┌─ Data records

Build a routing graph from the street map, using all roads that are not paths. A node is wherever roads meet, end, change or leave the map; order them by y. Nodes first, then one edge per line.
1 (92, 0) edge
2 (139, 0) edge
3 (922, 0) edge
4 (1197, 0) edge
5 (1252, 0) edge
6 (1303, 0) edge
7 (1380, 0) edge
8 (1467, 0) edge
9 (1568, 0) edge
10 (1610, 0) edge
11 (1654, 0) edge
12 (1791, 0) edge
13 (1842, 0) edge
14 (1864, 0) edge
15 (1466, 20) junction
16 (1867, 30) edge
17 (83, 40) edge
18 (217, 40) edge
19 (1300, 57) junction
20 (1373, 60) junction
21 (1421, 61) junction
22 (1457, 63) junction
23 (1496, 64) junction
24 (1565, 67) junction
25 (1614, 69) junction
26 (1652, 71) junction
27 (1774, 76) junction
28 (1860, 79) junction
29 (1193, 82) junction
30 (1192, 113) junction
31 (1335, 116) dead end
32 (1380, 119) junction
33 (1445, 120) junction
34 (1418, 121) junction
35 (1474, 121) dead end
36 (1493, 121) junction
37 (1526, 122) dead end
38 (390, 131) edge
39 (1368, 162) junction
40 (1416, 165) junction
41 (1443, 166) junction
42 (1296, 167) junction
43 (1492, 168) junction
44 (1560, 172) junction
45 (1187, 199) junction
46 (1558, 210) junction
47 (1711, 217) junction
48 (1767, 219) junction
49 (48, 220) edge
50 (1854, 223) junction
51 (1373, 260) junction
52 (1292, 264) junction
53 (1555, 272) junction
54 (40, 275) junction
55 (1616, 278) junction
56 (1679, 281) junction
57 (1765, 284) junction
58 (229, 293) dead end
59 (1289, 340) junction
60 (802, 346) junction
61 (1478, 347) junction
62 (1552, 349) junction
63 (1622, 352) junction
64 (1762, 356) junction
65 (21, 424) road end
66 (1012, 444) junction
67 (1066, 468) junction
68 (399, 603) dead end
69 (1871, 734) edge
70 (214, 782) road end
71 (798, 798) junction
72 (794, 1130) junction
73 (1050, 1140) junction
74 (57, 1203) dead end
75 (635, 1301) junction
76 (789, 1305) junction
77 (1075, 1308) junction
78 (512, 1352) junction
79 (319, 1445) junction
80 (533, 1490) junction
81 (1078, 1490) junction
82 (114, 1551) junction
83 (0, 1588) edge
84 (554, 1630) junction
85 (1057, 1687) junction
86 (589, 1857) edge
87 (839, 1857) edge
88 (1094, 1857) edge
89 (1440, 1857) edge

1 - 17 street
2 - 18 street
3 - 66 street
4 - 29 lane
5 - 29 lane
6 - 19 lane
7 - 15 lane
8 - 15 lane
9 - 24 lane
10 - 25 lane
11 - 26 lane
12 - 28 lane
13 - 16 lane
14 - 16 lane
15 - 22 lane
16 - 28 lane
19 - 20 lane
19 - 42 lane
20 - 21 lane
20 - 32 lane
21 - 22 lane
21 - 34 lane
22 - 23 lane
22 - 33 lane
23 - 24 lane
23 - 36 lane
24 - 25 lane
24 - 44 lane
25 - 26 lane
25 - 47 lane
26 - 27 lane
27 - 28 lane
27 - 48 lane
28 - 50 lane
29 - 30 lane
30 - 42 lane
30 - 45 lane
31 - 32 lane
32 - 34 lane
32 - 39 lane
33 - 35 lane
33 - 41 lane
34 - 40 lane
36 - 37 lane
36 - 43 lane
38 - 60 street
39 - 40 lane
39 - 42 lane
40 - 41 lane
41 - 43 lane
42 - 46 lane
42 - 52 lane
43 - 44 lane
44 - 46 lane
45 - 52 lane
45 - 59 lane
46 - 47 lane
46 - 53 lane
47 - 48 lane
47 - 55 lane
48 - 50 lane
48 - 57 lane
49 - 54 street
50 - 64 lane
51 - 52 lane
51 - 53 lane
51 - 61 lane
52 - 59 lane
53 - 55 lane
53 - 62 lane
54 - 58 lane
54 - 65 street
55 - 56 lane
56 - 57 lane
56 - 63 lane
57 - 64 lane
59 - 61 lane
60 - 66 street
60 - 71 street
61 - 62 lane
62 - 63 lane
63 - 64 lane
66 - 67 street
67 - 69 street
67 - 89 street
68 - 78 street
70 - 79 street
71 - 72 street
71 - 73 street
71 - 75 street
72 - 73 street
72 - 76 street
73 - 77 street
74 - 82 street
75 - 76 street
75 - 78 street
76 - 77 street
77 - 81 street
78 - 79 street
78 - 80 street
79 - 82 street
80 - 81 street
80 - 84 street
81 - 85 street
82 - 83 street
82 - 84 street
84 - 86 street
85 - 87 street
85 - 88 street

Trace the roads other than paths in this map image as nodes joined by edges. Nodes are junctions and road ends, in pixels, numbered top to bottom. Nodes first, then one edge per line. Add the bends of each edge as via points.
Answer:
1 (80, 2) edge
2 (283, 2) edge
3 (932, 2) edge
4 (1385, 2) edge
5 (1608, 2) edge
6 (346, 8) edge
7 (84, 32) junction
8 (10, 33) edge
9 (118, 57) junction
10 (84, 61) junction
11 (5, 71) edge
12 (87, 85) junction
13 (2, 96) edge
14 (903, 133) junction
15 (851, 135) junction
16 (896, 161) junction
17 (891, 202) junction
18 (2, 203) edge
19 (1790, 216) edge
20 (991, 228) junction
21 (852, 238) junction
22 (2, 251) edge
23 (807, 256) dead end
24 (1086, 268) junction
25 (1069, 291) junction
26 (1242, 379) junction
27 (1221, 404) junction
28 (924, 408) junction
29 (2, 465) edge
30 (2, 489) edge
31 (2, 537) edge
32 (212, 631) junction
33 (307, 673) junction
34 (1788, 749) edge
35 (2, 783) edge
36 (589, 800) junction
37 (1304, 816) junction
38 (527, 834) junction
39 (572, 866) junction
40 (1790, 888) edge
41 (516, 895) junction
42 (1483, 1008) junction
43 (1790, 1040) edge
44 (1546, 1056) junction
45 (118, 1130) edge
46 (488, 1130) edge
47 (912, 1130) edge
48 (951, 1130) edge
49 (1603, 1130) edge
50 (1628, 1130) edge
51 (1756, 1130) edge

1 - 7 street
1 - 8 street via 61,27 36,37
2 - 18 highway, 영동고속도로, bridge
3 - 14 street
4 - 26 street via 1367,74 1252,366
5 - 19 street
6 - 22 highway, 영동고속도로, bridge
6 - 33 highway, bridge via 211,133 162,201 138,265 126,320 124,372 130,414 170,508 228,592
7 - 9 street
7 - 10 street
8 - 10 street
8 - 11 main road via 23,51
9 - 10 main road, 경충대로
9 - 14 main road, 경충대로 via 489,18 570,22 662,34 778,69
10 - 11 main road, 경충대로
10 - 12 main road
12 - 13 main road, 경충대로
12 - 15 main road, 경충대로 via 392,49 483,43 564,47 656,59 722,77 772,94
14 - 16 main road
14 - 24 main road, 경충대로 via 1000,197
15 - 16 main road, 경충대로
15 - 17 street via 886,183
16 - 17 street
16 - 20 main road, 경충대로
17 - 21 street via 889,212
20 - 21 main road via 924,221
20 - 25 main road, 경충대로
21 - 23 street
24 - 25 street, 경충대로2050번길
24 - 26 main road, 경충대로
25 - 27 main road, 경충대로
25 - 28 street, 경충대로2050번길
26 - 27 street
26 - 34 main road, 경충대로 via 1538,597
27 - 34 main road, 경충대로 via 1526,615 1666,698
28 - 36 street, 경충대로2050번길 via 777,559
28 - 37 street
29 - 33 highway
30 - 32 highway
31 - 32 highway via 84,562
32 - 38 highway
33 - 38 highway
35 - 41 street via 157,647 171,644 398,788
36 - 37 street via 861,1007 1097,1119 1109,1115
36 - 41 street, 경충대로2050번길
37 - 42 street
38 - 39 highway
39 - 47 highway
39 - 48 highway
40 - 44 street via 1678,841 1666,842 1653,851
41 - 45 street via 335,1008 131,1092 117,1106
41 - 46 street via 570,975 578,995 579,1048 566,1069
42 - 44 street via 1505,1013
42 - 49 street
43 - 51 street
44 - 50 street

└─

### [Work to complete]
Write down every line of the data above that includes the string "dead".

### [Solved exercise]
31 (1335, 116) dead end
35 (1474, 121) dead end
37 (1526, 122) dead end
58 (229, 293) dead end
68 (399, 603) dead end
74 (57, 1203) dead end
23 (807, 256) dead end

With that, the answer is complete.